Kurz nach der Rückkunft der Familie in Hamburg starb Vater Floris unter nie geklärten Umständen in einem seiner Speicher in der Hansestadt: Er stürzte aus einem Fenster. War es Selbstmord? Schon längere Zeit scheint er unter Depressionen gelitten zu haben. Jedenfalls erbte Johanna, wie ihre Kinder, einen Drittel seines Vermögens, was ihr erlaubte, sich einen Herzenswunsch zu erfüllen: in der Nähe berühmter Männer zu sein. Sie zog nach Weimar und eröffnete ihren Salon. Goethe wurde dort durch Bertuch oder Tischbein eingeführt; er hat dann seinerseits weitere Freunde, z.B. Carl von Knebel, bei ihr vorgestellt. Wie genau der Verleger Goethes, Cotta, da hinzugekommen ist, weiß ich allerdings nicht. Jedenfalls war auch er da, wenn er in Weimar war, und das gute Näschen des Verlegers zeigte sich bei Johanna Schopenhauer einmal mehr. Er überredete sie, doch über ihre große Reise mit Floris und Arthur einen Bericht zu schreiben, den er veröffentlichen würde. So kam es, dass Johanna Schopenhauer mit 44 Jahren zu ihrem literarischen Début kam – ein sehr erfolgreiches Début, nebenbei gesagt. Es würden deshalb noch weitere Berichte, Romane und Novellen folgen, und 1830 konnte sie dem treuen Publikum ihre Sämmtlichen Schriften in immerhin 24 Bänden präsentieren: Sie war zu einer der bekanntesten Schriftstellerinnen ihrer Zeit geworden. Ihr Salon allerdings nahm rasch wieder an Anziehungskraft ab; einerseits wohl, weil Goethe zusehends weniger ausging und damit dessen großer Magnet fehlte, andererseits aber wohl auch wegen Johannas Eigenwilligkeit, die sich zum Beispiel darin ausdrückte, dass sie den nunmehr in Weimar lebenden Bibliothekar und Kunsttheoretiker Carl Ludwig Fernow ein bisschen allzu ostentativ protegierte – auf Kosten ihres und seines guten Rufs. (Und auf Kosten ihrer Beziehung zum Sohn Arthur, der wegen dieser Geschichte mit ihr brach.)

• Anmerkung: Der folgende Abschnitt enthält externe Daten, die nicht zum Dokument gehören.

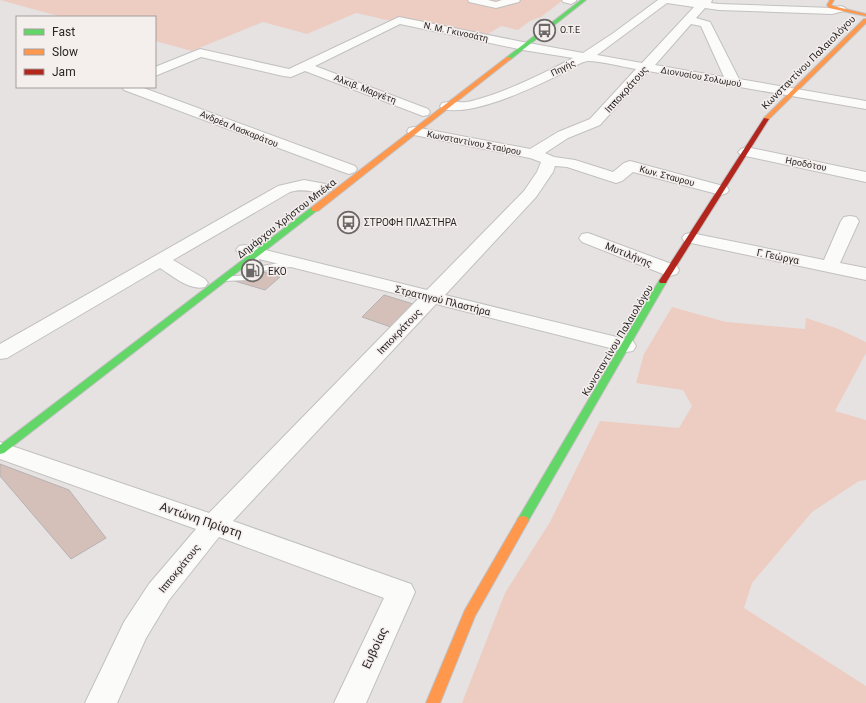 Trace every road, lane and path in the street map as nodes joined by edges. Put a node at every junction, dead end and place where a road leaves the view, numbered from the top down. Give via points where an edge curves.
1 (472, 0) edge
2 (515, 0) edge
3 (570, 0) edge
4 (584, 0) edge
5 (673, 0) edge
6 (832, 0) edge
7 (700, 8) edge
8 (840, 9) junction
9 (865, 15) edge
10 (518, 45) junction
11 (585, 56) junction
12 (306, 67) junction
13 (645, 67) junction
14 (156, 72) edge
15 (474, 73) dead end
16 (734, 83) junction
17 (132, 88) edge
18 (792, 92) junction
19 (866, 105) edge
20 (447, 106) junction
21 (417, 119) junction
22 (746, 152) junction
23 (541, 158) junction
24 (349, 169) dead end
25 (866, 177) edge
26 (323, 190) dead end
27 (721, 190) junction
28 (850, 221) dead end
29 (588, 238) dead end
30 (691, 238) junction
31 (252, 254) junction
32 (160, 260) junction
33 (830, 266) junction
34 (670, 270) junction
35 (866, 274) edge
36 (198, 283) dead end
37 (432, 297) junction
38 (626, 346) junction
39 (0, 353) edge
40 (0, 450) edge
41 (214, 524) junction
42 (401, 592) joint
43 (101, 703) edge
44 (350, 703) edge
45 (433, 703) edge

1 - 2 street via 496,5
3 - 10 main road, Δημάρχου Χρήστου Μπέκα
4 - 10 main road, Δημάρχου Χρήστου Μπέκα
5 - 7 street
5 - 11 street, Πηγής
6 - 8 main road via 829,6
7 - 8 street via 832,11
7 - 13 street, Ιπποκράτους
7 - 16 street
8 - 9 main road
9 - 18 main road, Κωνσταντίνου Παλαιολόγου
10 - 11 street, Διονυσίου Σολωμού
10 - 12 street, Ν. Μ. Γκινοσάτη via 399,20
10 - 15 main road, Δημάρχου Χρήστου Μπέκα
10 - 20 main road, Δημάρχου Χρήστου Μπέκα
11 - 13 street, Διονυσίου Σολωμού
11 - 20 street, Πηγής via 530,84 461,107
12 - 14 street via 294,72 283,72 200,53
12 - 21 street, Αλκιβ. Μαργέτη
13 - 16 street, Διονυσίου Σολωμού
13 - 23 street, Ιπποκράτους via 595,122 563,134
16 - 18 street, Διονυσίου Σολωμού
17 - 24 street, Ανδρέα Λασκαράτου
18 - 19 street, Διονυσίου Σολωμού
18 - 22 main road, Κωνσταντίνου Παλαιολόγου via 766,119
20 - 21 main road, Δημάρχου Χρήστου Μπέκα
21 - 23 street, Κωνσταντίνου Σταύρου
21 - 31 main road, Δημάρχου Χρήστου Μπέκα
22 - 25 street, Ηροδότου
22 - 27 main road, Κωνσταντίνου Παλαιολόγου
23 - 27 street, Κων. Σταυρου via 569,163 616,178 630,166
23 - 37 street, Ιπποκράτους via 545,172 530,194
26 - 32 street via 307,184 296,184 284,189
27 - 30 main road, Κωνσταντίνου Παλαιολόγου
28 - 33 street
29 - 34 street, Μυτιλήνης
30 - 33 street, Γ. Γεώργα
30 - 34 main road, Κωνσταντίνου Παλαιολόγου
31 - 37 street, Στρατηγού Πλαστήρα
31 - 40 main road, Δημάρχου Χρήστου Μπέκα via 225,279
32 - 36 street
32 - 39 street
33 - 35 street, Γ. Γεώργα
34 - 38 main road, Κωνσταντίνου Παλαιολόγου
37 - 38 street, Στρατηγού Πλαστήρα
37 - 41 street, Ιπποκράτους
38 - 45 main road, Κωνσταντίνου Παλαιολόγου via 471,610
40 - 41 street, Αντώνη Πρίφτη
41 - 42 street, Αντώνη Πρίφτη
41 - 43 street, Ιπποκράτους via 158,592 134,631
42 - 44 street, Ευβοίας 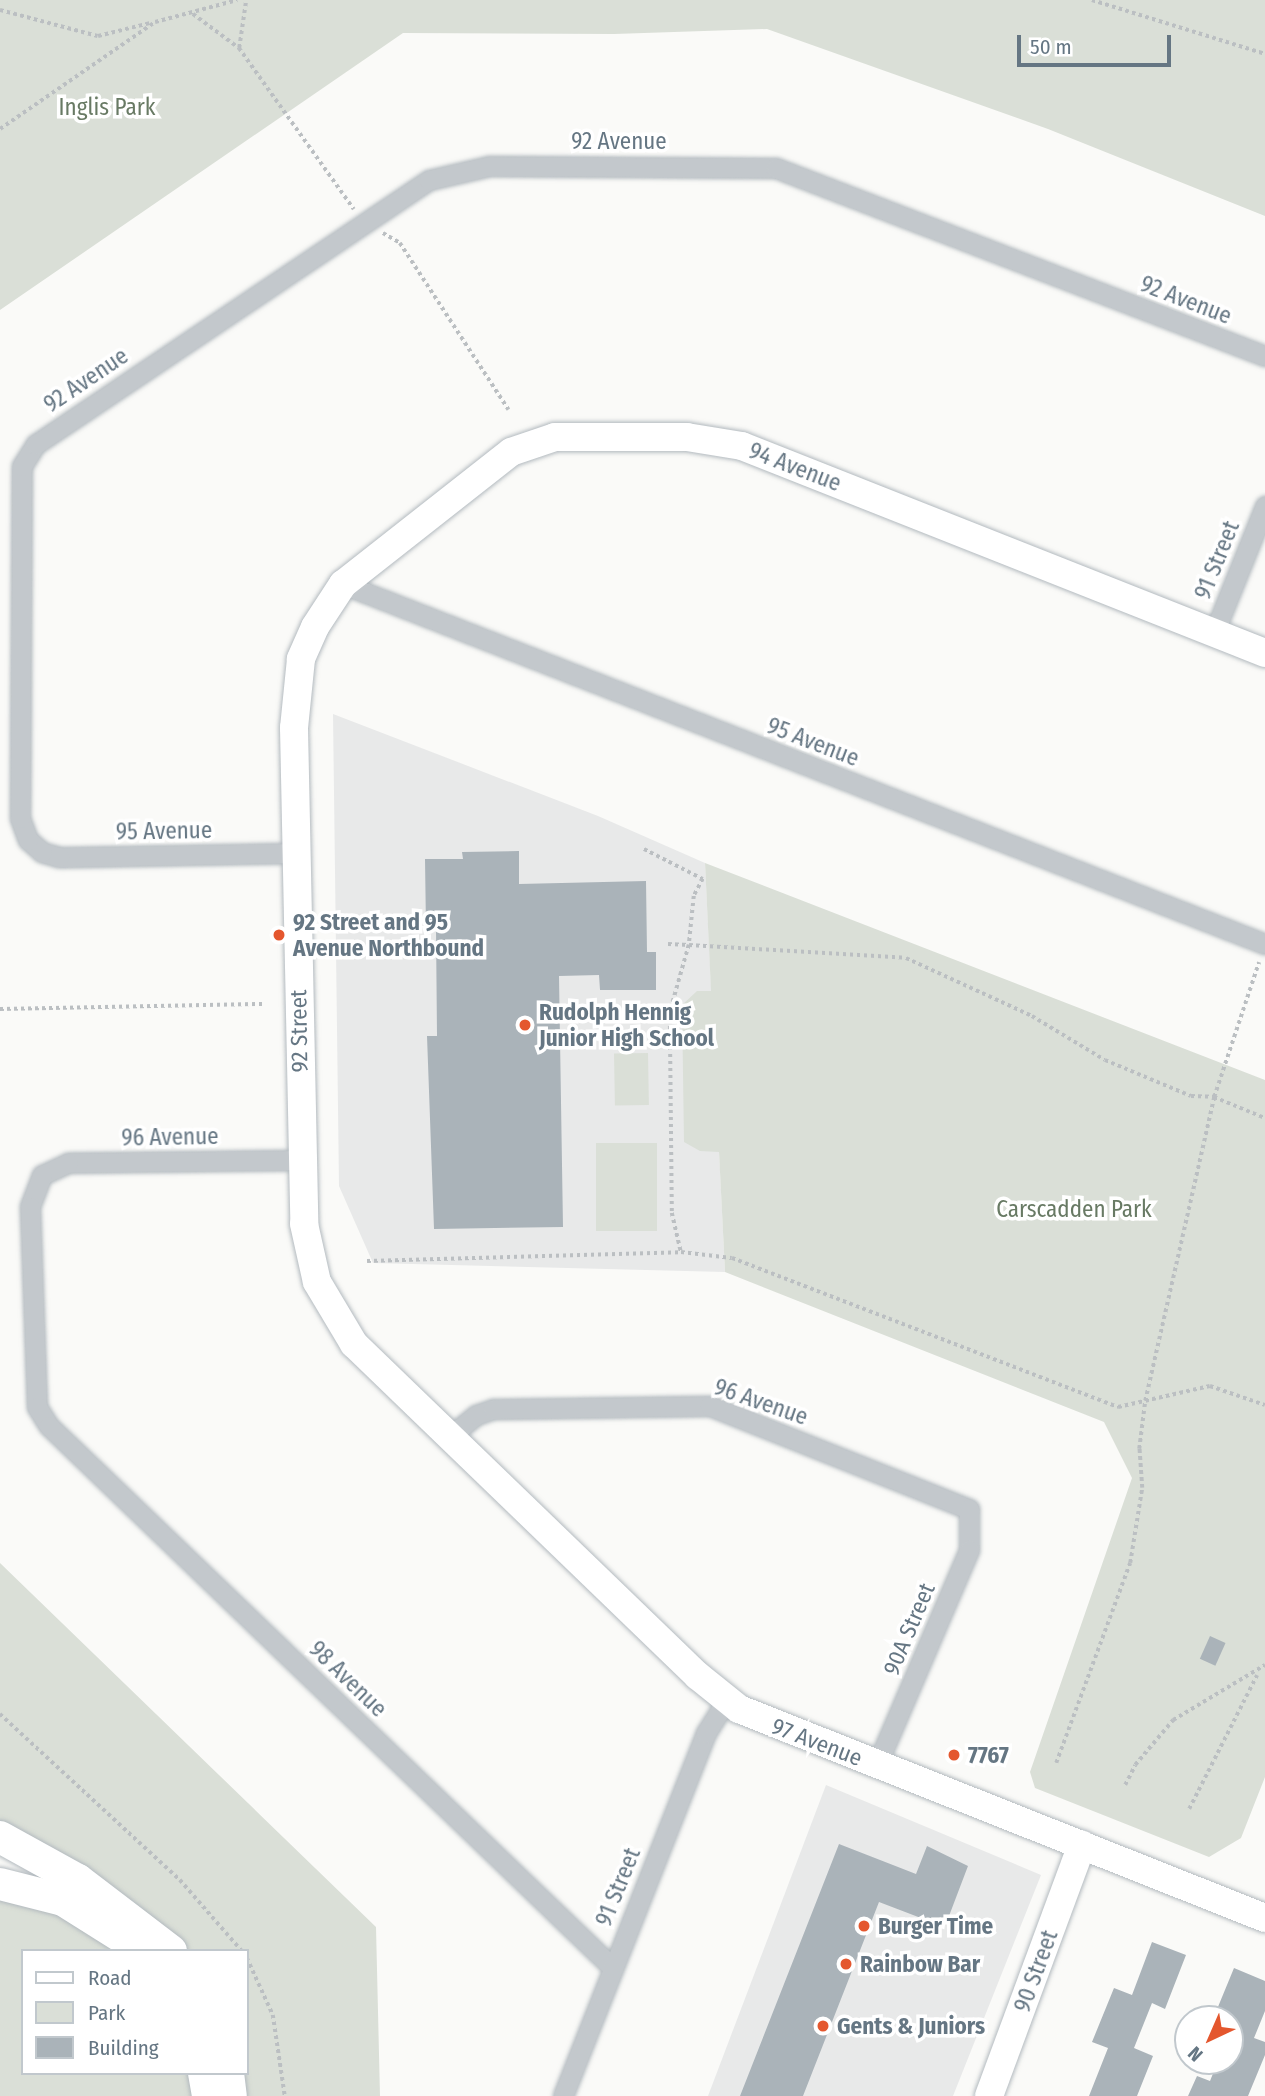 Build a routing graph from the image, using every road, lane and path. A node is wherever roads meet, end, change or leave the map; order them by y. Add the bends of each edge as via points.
1 (237, 0) edge
2 (246, 0) edge
3 (1092, 0) edge
4 (0, 10) edge
5 (192, 13) junction
6 (155, 22) junction
7 (239, 48) junction
8 (1265, 54) edge
9 (0, 129) edge
10 (364, 222) junction
11 (1265, 356) edge
12 (509, 410) dead end
13 (1265, 506) edge
14 (343, 584) junction
15 (1214, 633) junction
16 (1265, 653) edge
17 (34, 847) joint
18 (644, 849) dead end
19 (296, 853) junction
20 (668, 944) dead end
21 (1265, 944) edge
22 (689, 945) junction
23 (265, 1004) dead end
24 (0, 1009) edge
25 (1213, 1097) junction
26 (1265, 1118) edge
27 (301, 1160) junction
28 (681, 1252) junction
29 (367, 1261) dead end
30 (1145, 1401) junction
31 (1265, 1405) edge
32 (49, 1426) joint
33 (449, 1437) junction
34 (969, 1508) joint
35 (1265, 1665) edge
36 (1258, 1673) junction
37 (727, 1700) junction
38 (0, 1714) edge
39 (1056, 1763) dead end
40 (877, 1765) junction
41 (1125, 1785) dead end
42 (1189, 1810) dead end
43 (0, 1837) edge
44 (1082, 1845) junction
45 (0, 1884) edge
46 (1265, 1918) edge
47 (138, 1949) edge
48 (168, 1949) edge
49 (240, 1949) edge
50 (248, 1960) edge
51 (612, 1967) junction
52 (204, 2075) edge
53 (228, 2075) edge
54 (208, 2096) edge
55 (231, 2096) edge
56 (285, 2096) edge
57 (564, 2096) edge
58 (989, 2096) edge

1 - 5 path
2 - 7 path
3 - 8 path
4 - 6 path via 98,36
5 - 6 path
5 - 7 path
6 - 9 path
7 - 10 path
10 - 11 street, 92 Avenue via 429,180 468,167 776,168
10 - 12 path via 400,243
10 - 17 street, 92 Avenue via 36,444 26,456 20,481 20,818
13 - 15 street, 91 Street
14 - 15 street, 94 Avenue via 522,446 555,438 687,437 772,456
14 - 19 street, 92 Street via 315,626 298,676
14 - 21 street, 95 Avenue
15 - 16 street, 94 Avenue
17 - 19 street, 95 Avenue via 59,857
18 - 22 path via 703,879 694,895
19 - 27 street, 92 Street
20 - 22 path
21 - 25 path
22 - 25 path via 906,958 1032,1016 1105,1060 1191,1096
22 - 28 path via 670,1012 672,1213
23 - 24 path
25 - 26 path
25 - 30 path
27 - 32 street, 96 Avenue via 68,1163 43,1175 30,1206 34,1387 37,1407
27 - 33 street, 92 Street via 306,1242 326,1300 354,1344
28 - 29 path
28 - 30 path via 732,1258 1110,1405
30 - 31 path via 1210,1386
30 - 39 path via 1139,1449 1142,1488 1130,1563
32 - 51 street, 98 Avenue
33 - 34 street, 96 Avenue via 476,1415 493,1409 710,1406
33 - 37 street, 97 Avenue
34 - 40 street, 90A Street via 969,1550
35 - 36 path
36 - 41 path via 1173,1720 1135,1765
36 - 42 path
37 - 40 street, 97 Avenue via 753,1717
37 - 51 street, 91 Street via 706,1733
38 - 49 path via 180,1880
40 - 44 street, 97 Avenue
43 - 48 main road via 78,1880
44 - 46 street, 97 Avenue
44 - 58 street, 90 Street
45 - 47 main road via 63,1900 113,1928
50 - 56 path via 273,2015
51 - 57 street, 91 Street
52 - 54 main road
53 - 55 main road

Zum eigentlichen Reisebericht:

Vor mir liegt ein Auszug aus ihrer Erzählung über die große Europa-Reise von 1803 – der Teil nämlich, der sich mit England und Schottland befasst. Johanna bereiste die Insel zur Regierungszeit von Georg III., schrieb den Bericht aber erst 10 Jahre später und fügte dort und – wo nötig – auch noch in der Ausgabe letzter Hand von 1830 neue, aktuelle Informationen hinzu, z.B., was das weitere Schicksal des in Umnachtung verfallenen englischen Königs betraf. Johanna gehörte auch zu den ersten, die in England nicht nur London besuchten, nicht nur Theater und Oper, sondern auch über Land fuhren. Ihre Interessen waren dabei breit gefächert: Da suchte sie als Empfindsame, die sie war, umsonst in Wakefield nach dem Haus des Vikars, dessen Leben Oliver Goldsmith geschildert hatte; machte natürlich einen Abstecher nach Stratford-upon-Avon, wo sie Shakespeares Wohnstätte inspizierte; oder sah in jedem Schotten, der ein Lied zum Dudelsack sang, gleich Ossian; andererseits war sie für moderne Technik aufgeschlossen, genug jedenfalls, um interessiert die aufblühende Industrie Englands zu besichtigen, wo immer sie nur konnte. Sie zieht Edinburgh London vor, berichtet aber dennoch mehr aus und über London. Sie besucht hier und dort ein Landhaus, schildert dessen Architektur und die englischen Gärten, Bibliotheken und Landwirtschaft – da und dort besichtigt sie von Dampf oder von Wasser getriebene Maschinen in Spinnereien, Münzwerkstätten oder Schmieden. Ja, in London schaut sie sich sogar eine automatisierte Brauerei an. Mal berichtet sie von ein paar einsamen Schafen im schottischen Hochland, mal vom ungeheuer formellen Leben und Treiben in den britischen Bädern. Englisches Essen, nebenbei gesagt, findet sie ungenießbar – ebenso englische Sonntage und englische Einladungen zum Essen. Sie besucht Boarding Schools, englische Internate, für Mädchen wie für Jungs, und sie weiß nicht so recht, soll sie diese und das Produkt ihrer Erziehung nun loben oder verwerfen. Sie besucht das British Museum und bestaunt darin Original-Schriftstücke von Pope (dessen ehemaliges Landhaus sie auch von weitem gesehen hat), Cook oder Elisabeth (zu ihrer Zeit gab es erst die eine). Sie besucht alle bekannten Parks und Gärten Londons, und weiß sogar, dass über Kew Gardens Joseph Banks, der ehemalige Reisegefährte Cooks, herrscht. Ja, sie besucht William und Caroline Herschel auf ihrem Landsitz und lässt sich deren berühmte Teleskope zeigen.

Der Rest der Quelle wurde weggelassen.